(Task to carry out) The expected output is each line in the data below that includes the string "SHAVER".
** Information follows **
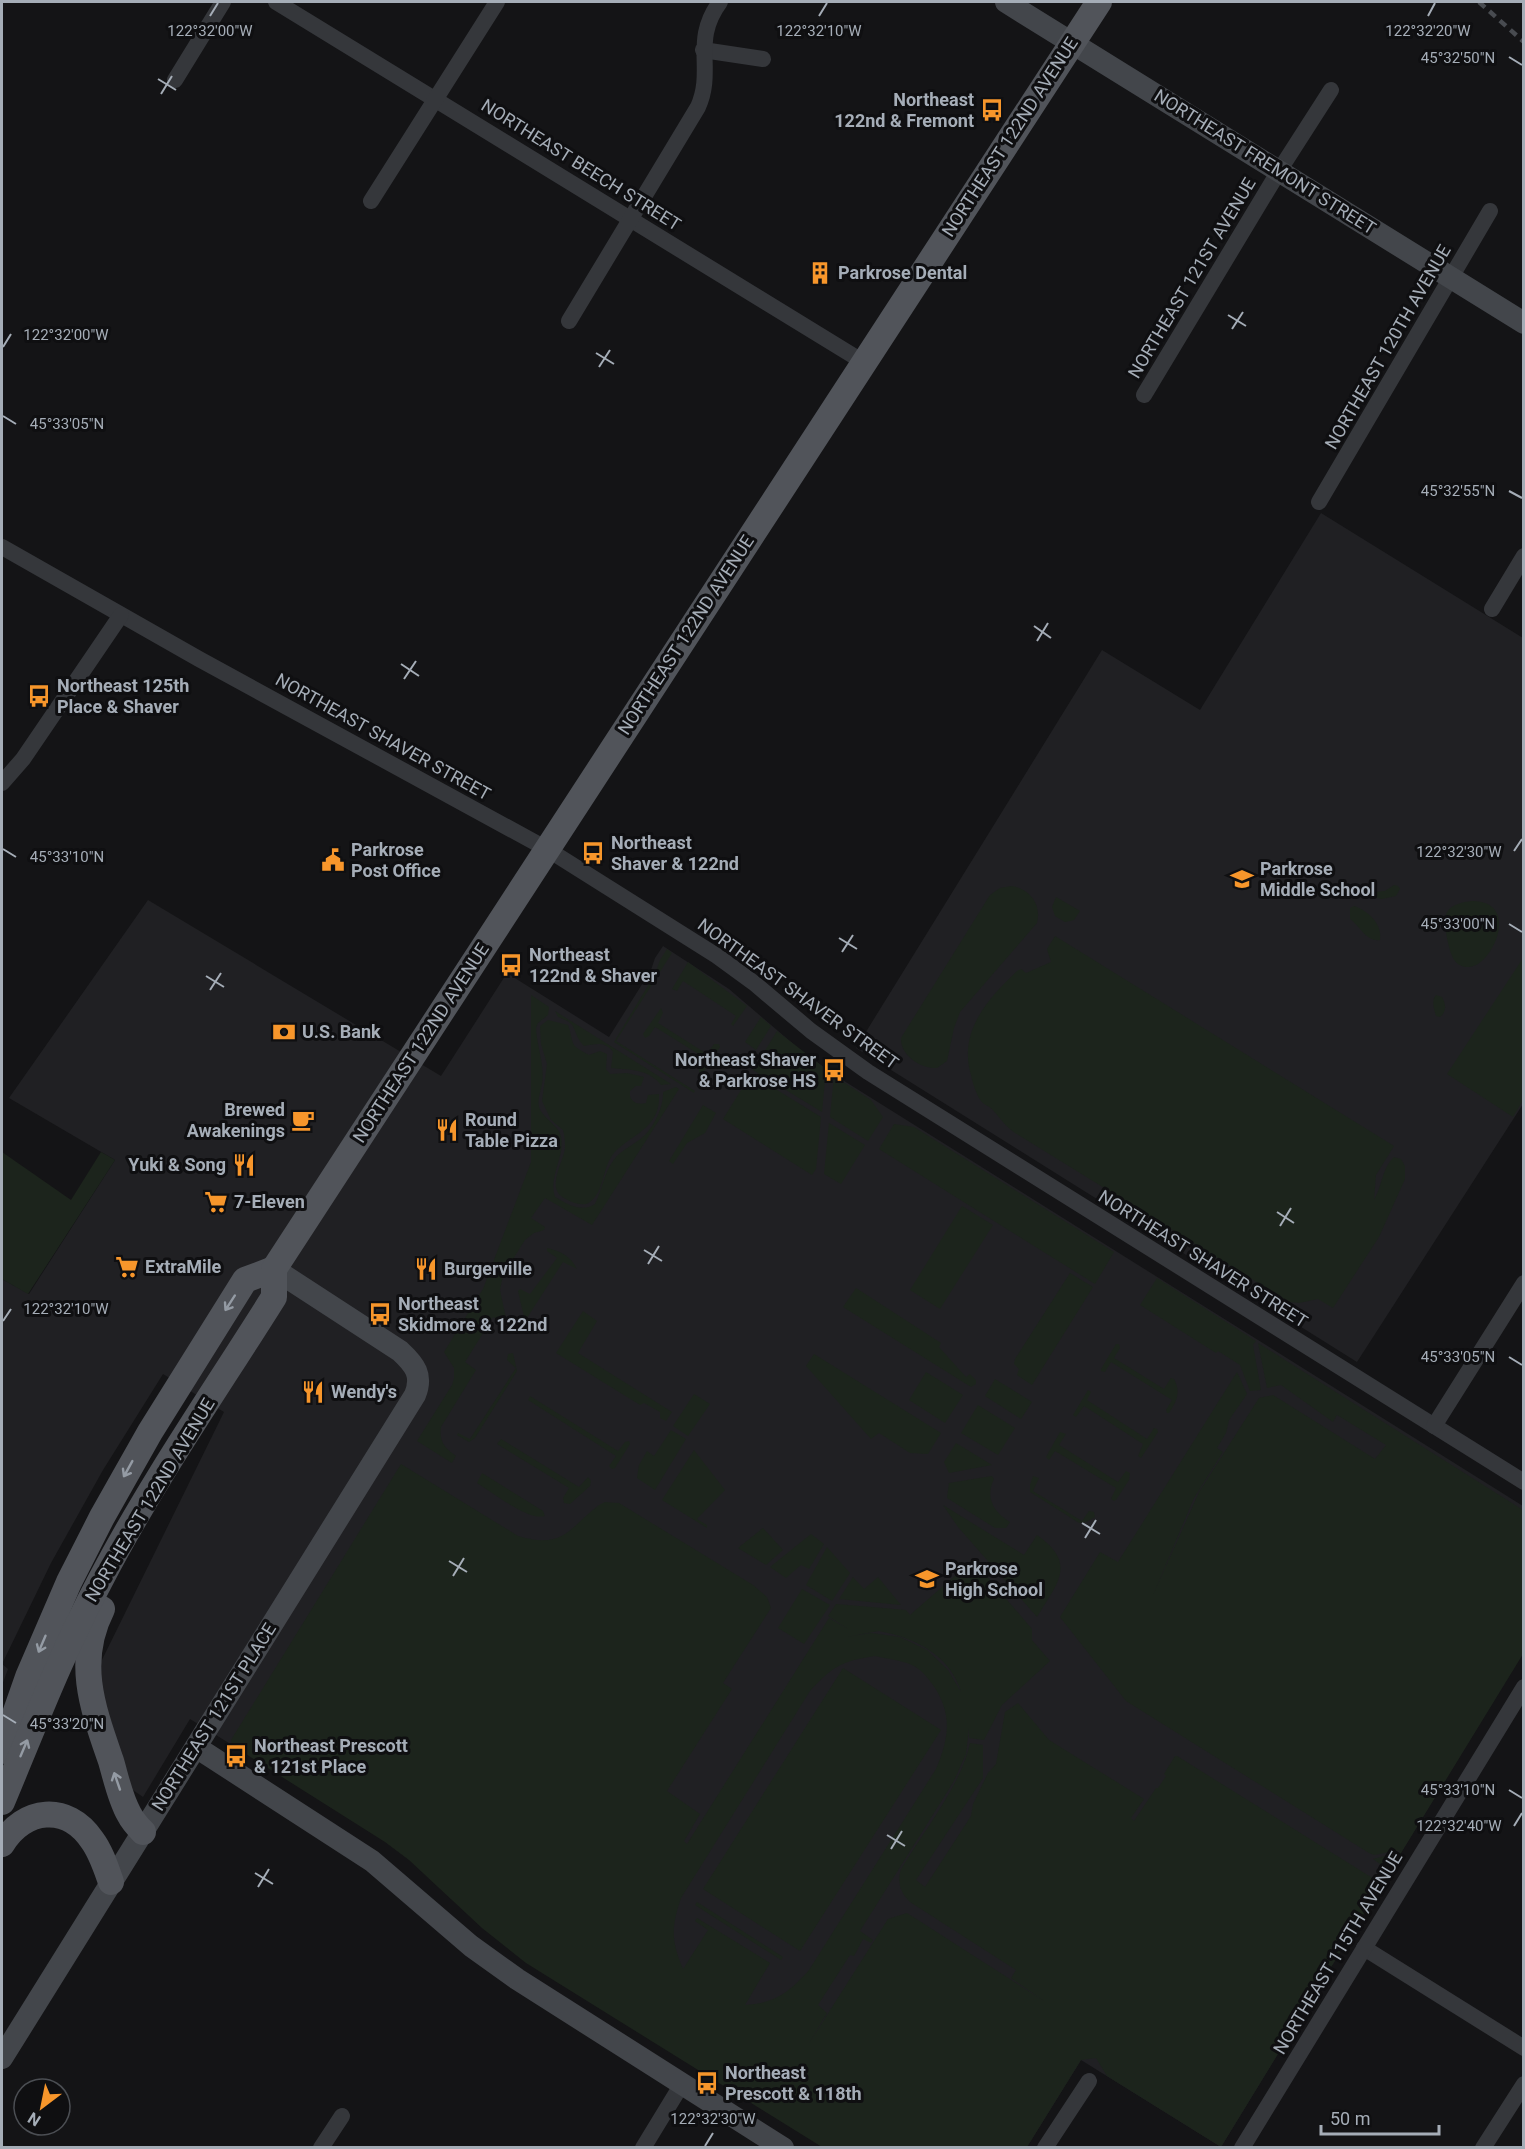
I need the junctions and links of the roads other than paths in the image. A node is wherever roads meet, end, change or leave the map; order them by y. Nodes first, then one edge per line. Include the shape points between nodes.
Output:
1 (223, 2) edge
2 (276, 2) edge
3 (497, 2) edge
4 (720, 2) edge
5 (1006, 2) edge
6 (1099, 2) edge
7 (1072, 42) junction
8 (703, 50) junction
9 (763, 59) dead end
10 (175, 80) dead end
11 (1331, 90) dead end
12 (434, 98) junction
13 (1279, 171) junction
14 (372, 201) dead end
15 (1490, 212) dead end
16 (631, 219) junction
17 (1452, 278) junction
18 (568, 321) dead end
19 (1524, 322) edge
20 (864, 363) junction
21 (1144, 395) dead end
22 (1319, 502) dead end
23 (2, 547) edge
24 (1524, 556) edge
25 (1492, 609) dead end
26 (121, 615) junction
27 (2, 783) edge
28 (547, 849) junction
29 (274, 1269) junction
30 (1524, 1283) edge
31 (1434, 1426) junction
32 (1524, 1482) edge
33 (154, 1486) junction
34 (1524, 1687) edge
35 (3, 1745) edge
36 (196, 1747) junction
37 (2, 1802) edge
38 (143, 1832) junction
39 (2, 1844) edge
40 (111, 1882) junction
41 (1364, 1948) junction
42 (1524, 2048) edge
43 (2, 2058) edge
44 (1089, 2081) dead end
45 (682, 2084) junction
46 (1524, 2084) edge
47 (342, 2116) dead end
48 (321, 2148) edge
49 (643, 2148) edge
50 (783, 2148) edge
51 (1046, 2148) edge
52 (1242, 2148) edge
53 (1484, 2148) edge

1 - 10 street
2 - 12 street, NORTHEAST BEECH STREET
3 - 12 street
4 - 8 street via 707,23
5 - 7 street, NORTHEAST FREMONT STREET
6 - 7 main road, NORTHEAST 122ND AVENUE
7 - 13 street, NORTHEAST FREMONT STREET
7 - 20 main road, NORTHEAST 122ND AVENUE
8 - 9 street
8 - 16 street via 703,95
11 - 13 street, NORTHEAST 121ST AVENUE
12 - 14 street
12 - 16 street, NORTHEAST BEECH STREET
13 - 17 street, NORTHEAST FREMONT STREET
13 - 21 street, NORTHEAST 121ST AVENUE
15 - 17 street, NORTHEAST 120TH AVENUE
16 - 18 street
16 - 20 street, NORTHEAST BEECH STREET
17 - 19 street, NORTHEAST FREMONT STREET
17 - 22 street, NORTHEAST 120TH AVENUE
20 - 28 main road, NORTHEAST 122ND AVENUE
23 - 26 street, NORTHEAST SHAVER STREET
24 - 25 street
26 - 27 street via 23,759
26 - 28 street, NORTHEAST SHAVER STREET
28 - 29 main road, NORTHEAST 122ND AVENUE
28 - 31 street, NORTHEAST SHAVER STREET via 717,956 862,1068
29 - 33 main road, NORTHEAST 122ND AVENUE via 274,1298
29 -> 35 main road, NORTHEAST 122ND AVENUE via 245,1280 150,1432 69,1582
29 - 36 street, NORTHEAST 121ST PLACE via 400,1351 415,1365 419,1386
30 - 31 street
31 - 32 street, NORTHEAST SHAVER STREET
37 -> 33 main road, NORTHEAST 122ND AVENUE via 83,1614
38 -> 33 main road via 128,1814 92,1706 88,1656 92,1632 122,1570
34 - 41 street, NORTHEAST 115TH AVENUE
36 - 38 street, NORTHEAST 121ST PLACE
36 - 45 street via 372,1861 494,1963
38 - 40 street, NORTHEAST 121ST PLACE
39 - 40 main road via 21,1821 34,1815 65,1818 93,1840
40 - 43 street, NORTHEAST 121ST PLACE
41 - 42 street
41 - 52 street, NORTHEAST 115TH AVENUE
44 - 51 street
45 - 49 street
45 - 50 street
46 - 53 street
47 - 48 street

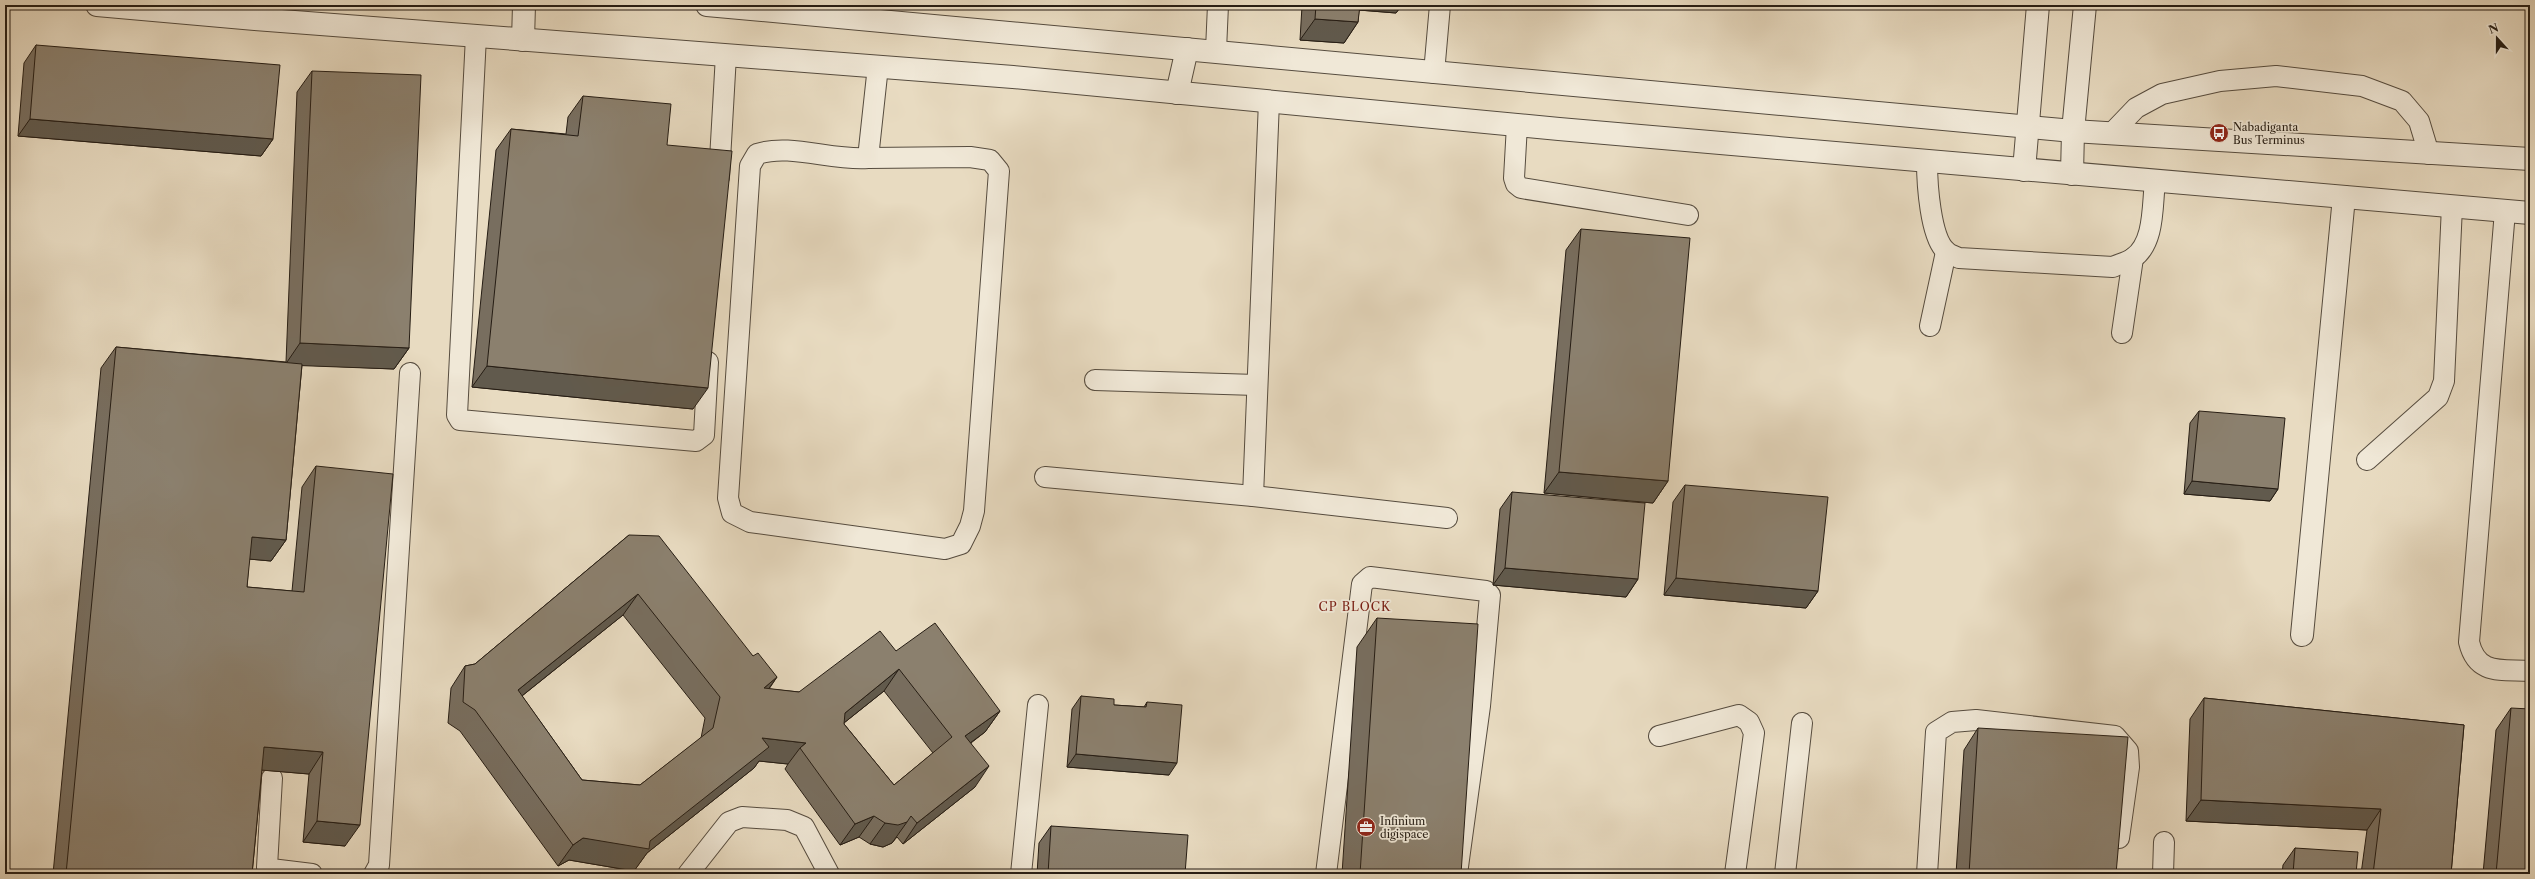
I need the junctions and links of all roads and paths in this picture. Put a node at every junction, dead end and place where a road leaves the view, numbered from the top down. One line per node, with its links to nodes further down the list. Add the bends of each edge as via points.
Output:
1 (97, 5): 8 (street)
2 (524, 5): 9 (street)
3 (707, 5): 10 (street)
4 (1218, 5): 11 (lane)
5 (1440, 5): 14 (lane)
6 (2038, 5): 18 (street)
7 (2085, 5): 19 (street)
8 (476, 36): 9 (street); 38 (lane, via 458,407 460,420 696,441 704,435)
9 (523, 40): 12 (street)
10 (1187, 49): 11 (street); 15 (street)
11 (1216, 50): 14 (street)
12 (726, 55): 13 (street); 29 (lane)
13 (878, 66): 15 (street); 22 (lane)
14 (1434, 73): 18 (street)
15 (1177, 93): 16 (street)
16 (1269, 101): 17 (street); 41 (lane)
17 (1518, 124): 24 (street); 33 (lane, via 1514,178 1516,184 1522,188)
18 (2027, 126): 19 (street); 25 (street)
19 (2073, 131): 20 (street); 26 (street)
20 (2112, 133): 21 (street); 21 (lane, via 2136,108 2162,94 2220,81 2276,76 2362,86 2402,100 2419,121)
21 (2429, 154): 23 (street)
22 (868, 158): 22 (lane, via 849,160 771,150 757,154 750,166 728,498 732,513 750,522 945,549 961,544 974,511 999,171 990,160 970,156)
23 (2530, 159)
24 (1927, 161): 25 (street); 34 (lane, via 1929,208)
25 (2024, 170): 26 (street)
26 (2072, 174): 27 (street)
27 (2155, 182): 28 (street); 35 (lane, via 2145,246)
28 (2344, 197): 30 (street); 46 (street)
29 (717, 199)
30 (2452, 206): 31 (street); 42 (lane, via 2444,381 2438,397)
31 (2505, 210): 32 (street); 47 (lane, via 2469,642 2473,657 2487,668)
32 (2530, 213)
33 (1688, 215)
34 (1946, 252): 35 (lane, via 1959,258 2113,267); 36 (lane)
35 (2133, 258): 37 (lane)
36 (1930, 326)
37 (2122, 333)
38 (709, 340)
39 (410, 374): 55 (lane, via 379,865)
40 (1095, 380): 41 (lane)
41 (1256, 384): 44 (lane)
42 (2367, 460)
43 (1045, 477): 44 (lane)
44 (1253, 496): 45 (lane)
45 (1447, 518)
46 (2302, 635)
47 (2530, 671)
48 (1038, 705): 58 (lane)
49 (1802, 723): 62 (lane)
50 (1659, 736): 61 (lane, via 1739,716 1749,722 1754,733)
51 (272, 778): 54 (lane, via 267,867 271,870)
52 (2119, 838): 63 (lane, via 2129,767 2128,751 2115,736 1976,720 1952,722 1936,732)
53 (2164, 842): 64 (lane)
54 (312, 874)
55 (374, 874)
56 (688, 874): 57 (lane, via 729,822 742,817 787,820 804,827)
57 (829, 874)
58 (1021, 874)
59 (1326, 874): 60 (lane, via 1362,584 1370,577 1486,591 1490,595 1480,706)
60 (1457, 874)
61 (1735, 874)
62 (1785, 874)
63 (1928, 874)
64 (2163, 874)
** End of Information **
(Task solution)
23 - 26 street, NORTHEAST SHAVER STREET
26 - 28 street, NORTHEAST SHAVER STREET
28 - 31 street, NORTHEAST SHAVER STREET via 717,956 862,1068
31 - 32 street, NORTHEAST SHAVER STREET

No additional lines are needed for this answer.